Collected data entries
• • • • • • •

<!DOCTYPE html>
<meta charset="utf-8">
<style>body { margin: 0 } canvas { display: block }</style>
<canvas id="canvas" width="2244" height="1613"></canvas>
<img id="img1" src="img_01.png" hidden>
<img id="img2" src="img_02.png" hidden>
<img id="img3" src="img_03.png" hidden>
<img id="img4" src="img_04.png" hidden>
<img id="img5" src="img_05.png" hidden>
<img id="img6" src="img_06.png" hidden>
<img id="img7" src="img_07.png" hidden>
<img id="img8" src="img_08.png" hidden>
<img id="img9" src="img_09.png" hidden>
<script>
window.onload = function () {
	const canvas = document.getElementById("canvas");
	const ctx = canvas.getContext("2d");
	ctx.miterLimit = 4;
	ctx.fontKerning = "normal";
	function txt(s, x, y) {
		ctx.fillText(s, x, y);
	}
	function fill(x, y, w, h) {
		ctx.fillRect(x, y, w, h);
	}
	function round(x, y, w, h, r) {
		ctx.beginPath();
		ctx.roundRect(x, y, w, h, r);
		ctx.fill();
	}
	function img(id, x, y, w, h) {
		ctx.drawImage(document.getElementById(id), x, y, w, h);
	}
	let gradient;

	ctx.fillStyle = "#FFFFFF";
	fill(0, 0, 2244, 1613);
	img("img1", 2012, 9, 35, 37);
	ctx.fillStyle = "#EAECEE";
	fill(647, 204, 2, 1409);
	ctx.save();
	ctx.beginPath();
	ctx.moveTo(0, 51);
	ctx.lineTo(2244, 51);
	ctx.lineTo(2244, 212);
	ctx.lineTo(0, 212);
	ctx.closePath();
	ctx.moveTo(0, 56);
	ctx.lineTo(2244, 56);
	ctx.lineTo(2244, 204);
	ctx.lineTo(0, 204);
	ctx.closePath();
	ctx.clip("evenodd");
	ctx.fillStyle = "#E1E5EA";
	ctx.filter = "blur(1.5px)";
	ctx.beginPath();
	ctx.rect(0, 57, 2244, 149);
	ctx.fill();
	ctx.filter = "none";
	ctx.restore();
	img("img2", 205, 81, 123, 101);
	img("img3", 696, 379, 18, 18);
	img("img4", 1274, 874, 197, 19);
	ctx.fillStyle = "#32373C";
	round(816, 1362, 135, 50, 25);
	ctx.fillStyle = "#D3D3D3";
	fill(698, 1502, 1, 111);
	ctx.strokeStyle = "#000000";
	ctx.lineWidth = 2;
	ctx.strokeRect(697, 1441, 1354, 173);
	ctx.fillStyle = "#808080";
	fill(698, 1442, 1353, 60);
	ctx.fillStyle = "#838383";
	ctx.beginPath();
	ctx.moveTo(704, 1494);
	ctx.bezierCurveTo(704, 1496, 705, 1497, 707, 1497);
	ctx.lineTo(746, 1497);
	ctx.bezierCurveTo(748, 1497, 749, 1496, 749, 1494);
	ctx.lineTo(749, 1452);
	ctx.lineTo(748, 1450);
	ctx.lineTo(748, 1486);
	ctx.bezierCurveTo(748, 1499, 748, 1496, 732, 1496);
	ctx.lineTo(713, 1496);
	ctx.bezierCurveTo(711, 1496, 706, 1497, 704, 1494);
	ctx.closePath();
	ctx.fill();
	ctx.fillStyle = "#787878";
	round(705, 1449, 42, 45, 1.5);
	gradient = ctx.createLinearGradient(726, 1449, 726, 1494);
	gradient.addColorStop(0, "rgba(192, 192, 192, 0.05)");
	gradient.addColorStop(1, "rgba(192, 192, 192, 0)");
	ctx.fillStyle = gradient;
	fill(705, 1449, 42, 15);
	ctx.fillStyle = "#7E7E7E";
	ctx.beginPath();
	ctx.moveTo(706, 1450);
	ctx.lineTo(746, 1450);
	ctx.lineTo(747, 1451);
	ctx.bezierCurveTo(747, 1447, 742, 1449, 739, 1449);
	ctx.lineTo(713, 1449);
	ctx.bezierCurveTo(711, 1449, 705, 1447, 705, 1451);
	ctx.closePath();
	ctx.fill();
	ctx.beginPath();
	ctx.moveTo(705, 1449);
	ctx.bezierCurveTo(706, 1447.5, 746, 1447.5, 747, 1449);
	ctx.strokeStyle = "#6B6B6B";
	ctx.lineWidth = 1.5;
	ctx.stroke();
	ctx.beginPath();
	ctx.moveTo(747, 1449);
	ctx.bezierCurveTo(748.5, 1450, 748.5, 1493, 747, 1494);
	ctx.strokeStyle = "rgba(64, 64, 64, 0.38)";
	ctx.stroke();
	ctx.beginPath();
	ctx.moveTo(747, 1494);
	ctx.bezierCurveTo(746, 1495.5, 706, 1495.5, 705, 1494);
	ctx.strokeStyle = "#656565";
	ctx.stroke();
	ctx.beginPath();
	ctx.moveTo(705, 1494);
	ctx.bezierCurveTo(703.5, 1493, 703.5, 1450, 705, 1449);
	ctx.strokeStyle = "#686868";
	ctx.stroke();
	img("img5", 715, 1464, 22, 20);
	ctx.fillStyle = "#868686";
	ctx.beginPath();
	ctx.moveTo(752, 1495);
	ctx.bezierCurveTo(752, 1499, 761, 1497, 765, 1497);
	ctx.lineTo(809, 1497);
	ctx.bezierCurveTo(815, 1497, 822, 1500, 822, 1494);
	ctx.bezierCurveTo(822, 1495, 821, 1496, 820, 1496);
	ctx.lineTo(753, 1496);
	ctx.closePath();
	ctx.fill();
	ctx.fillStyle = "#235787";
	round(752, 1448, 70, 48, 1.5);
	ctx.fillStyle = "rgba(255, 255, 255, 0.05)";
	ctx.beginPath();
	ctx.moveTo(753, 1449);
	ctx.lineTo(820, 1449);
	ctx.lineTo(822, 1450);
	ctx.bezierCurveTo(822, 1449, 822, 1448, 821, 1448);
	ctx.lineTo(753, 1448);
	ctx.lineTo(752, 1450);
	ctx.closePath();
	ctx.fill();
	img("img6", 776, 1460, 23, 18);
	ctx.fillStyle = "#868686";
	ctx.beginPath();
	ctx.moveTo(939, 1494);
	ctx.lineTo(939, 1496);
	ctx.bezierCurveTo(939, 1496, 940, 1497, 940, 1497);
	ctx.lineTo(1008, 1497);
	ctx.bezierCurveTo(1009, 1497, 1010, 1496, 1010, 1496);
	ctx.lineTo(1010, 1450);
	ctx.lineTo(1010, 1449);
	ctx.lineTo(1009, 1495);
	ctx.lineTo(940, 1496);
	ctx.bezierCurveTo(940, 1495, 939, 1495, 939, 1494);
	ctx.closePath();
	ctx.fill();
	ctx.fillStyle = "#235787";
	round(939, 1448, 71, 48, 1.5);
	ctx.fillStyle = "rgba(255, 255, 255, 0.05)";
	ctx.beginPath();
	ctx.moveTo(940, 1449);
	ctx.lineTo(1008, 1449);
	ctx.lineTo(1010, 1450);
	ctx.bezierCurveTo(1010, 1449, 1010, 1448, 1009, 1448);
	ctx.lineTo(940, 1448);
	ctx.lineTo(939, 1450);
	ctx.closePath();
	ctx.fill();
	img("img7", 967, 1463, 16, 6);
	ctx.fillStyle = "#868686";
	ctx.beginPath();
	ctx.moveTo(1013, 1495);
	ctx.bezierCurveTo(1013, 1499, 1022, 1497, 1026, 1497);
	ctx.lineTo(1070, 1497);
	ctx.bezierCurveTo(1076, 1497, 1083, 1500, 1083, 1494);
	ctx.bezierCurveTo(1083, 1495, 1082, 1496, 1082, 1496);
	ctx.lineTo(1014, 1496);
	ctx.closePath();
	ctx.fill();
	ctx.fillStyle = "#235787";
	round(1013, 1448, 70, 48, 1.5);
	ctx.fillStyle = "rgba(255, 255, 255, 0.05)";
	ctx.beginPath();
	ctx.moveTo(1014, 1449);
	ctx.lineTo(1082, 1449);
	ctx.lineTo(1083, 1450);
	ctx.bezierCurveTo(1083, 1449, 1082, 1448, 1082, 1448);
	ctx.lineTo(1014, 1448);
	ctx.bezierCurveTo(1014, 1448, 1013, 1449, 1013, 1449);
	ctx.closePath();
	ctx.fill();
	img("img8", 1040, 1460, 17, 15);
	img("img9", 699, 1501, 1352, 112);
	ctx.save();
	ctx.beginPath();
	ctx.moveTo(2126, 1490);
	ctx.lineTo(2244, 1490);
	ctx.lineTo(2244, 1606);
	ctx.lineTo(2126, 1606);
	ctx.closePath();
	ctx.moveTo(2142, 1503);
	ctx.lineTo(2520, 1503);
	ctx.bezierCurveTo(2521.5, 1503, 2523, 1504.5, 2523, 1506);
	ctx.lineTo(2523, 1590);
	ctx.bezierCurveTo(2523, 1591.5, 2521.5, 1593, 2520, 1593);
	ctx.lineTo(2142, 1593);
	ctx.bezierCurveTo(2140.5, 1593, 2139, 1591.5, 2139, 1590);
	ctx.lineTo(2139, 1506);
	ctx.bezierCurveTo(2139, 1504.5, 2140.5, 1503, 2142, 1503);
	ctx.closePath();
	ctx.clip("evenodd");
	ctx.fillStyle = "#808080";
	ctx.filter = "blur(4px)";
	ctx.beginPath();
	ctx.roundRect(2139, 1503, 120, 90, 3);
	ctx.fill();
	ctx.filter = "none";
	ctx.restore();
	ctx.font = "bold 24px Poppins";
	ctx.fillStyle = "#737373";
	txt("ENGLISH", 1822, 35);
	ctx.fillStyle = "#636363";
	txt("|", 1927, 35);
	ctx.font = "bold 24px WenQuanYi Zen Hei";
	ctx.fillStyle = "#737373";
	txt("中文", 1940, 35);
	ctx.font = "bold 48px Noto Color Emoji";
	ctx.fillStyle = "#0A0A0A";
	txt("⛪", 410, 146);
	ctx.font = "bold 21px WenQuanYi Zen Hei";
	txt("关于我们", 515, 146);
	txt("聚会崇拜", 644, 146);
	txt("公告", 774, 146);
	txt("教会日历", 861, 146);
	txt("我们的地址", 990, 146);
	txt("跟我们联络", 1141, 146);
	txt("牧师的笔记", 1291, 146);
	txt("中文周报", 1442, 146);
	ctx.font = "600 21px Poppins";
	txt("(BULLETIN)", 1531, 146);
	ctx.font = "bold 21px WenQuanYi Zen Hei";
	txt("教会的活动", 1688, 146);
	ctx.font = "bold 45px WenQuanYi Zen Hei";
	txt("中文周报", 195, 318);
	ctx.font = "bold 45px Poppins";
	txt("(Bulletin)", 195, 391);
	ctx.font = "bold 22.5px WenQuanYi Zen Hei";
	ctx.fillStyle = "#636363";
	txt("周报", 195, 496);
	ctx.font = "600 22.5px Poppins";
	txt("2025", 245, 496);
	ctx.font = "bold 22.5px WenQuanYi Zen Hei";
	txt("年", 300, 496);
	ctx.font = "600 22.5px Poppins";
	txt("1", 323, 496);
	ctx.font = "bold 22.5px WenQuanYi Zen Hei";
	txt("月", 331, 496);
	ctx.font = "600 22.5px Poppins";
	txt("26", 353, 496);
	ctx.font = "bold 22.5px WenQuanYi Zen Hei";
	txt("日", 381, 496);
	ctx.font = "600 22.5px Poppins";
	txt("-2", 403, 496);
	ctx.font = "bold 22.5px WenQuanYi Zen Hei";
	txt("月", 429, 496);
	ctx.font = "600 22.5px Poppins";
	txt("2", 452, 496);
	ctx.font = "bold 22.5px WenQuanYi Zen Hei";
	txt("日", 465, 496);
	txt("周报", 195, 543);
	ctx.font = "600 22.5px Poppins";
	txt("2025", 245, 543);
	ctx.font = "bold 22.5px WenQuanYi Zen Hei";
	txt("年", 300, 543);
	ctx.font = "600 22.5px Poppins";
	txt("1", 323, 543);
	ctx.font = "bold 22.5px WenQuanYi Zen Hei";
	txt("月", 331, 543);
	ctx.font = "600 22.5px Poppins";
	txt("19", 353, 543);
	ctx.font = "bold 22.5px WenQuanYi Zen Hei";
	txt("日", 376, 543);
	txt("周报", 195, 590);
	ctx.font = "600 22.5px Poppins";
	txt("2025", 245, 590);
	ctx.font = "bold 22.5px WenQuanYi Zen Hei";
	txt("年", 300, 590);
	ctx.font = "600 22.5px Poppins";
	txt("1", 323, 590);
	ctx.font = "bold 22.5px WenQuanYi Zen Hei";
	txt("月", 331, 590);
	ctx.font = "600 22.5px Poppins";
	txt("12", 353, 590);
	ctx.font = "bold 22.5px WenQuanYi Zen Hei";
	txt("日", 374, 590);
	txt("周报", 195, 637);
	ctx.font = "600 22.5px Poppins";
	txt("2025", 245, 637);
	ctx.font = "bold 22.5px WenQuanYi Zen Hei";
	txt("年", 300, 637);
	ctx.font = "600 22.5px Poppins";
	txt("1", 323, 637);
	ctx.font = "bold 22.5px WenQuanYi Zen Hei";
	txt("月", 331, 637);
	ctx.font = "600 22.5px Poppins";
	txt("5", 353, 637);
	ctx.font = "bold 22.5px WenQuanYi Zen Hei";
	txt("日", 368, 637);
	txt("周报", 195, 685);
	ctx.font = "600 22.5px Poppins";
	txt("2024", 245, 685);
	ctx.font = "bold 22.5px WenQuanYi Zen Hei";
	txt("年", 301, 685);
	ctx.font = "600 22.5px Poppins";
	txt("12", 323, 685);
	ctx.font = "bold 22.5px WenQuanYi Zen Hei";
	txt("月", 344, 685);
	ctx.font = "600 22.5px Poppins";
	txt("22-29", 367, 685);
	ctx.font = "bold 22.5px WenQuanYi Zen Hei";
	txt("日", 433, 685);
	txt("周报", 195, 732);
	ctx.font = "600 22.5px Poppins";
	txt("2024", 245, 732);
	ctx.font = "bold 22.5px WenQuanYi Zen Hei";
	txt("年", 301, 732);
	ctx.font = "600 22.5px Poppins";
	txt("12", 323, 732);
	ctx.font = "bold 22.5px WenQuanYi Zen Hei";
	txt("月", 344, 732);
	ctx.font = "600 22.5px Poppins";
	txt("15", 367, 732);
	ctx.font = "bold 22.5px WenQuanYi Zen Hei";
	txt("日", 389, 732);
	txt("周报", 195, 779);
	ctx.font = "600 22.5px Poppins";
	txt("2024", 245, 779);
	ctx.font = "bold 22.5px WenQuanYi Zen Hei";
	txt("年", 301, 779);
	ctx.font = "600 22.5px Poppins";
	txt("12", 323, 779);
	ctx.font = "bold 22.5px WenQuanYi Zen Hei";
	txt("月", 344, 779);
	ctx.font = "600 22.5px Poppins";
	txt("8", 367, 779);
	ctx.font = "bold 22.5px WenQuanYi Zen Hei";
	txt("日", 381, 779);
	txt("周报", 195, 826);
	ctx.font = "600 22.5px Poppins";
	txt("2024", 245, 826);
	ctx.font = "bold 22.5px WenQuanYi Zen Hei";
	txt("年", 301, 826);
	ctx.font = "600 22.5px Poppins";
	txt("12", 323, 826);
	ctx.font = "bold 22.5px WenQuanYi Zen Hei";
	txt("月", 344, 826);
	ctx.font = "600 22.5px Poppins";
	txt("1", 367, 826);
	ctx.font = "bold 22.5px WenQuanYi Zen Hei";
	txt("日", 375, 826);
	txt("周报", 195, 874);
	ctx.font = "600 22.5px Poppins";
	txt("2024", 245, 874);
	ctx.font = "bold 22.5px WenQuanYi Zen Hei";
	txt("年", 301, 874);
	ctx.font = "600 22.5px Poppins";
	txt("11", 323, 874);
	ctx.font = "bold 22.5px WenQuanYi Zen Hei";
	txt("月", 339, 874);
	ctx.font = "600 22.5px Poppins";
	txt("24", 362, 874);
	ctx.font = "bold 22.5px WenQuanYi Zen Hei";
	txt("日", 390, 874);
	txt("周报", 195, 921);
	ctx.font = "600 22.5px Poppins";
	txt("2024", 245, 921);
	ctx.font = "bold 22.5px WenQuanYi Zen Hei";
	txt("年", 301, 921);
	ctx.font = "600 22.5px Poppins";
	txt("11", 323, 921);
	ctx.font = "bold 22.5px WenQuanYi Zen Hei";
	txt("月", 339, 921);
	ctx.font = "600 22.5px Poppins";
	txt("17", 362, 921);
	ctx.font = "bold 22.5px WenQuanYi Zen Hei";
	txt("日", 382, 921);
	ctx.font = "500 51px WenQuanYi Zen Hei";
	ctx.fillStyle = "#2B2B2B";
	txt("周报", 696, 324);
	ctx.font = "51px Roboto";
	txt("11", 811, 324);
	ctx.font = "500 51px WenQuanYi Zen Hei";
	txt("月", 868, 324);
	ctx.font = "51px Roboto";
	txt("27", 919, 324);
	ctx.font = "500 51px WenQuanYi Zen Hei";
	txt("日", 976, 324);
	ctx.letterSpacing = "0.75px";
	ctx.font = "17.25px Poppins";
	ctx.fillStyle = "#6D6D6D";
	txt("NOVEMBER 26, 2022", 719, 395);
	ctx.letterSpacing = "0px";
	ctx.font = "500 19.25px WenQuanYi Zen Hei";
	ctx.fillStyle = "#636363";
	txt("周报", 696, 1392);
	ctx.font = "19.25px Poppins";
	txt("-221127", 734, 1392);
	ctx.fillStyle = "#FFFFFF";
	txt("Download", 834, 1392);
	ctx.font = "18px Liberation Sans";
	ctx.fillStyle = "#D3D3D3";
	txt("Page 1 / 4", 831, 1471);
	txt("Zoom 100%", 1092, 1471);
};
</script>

• • • • • • •

◆ TASK OBJECTIVE:
Where the string "getElementById" occurs in a line above, count that line, and report solely the final figure.

◆ RESPONSE AREA:
2